Though down, the multifamily industry's sales volume still is outperforming other types of commercial real estate, like the office and industrial sectors, which also are heading toward the slowest quarters in a decade.

Still 'Preferred' Investment

Multifamily is "still the preferred sector to invest in,” said Jay Lybik, CoStar’s national director of multifamily analytics.

Office sales totaled $5.6 billion as of March 17, CoStar data shows, far beneath the previous quarterly low for the past decade, the second quarter of 2020, which saw $8.9 billion in sales. Industrial real estate had $8.6 billion in sales as of March 17, on pace to be lower than 2020’s second quarter of $10 billion but already exceeding 2013's first quarter low for the past decade of $5.1 billion.
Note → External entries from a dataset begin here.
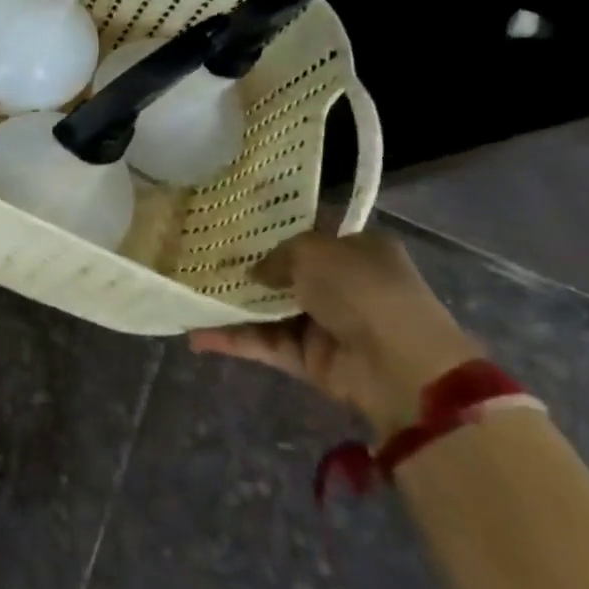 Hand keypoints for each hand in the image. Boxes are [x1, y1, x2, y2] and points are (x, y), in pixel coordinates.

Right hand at [189, 230, 478, 433]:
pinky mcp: (310, 359)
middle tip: (198, 255)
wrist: (400, 368)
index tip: (231, 219)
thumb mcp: (312, 249)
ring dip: (233, 304)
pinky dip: (234, 339)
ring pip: (269, 309)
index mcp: (356, 247)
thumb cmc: (362, 290)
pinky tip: (196, 333)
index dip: (272, 224)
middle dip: (245, 266)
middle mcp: (343, 283)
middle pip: (284, 270)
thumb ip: (276, 254)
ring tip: (187, 293)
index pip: (309, 229)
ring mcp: (326, 323)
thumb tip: (254, 272)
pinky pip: (266, 343)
Ric Campo, CEO of Camden Property Trust, an apartment real estate investment trust, told investors on the company’s earnings call last month that the difference between what buyers want to pay and what sellers are seeking is as “wide as I can ever recall.”

The standoff won't be “resolved until buyers and sellers adjust their views on valuation and meet somewhere in the middle,” Campo said.

BridgeInvest's Horn said there’s still opportunity in the apartment market, despite the decline in valuations. With the National Multifamily Housing Council finding that 4.3 million new apartments are needed by 2035 to meet demand, that “means affordable housing alternatives must be part of new development to meet current and future demand,” he said.

Beyond the divergence in valuations, there are many more willing buyers than willing sellers. Sam Tenenbaum, head of multifamily insights for Cushman & Wakefield, said that many potential sellers are holding off while they wait for a better time to sell. "We don't have a lot of people bringing product to the market," Tenenbaum said.

Apartment industry leaders aren’t expecting sales to pick up to historically normal levels until later this year. Volatility in interest rates and the current upheaval in the banking industry has exacerbated uncertainty in the market.

"Uncertainty breeds inaction," Tenenbaum said.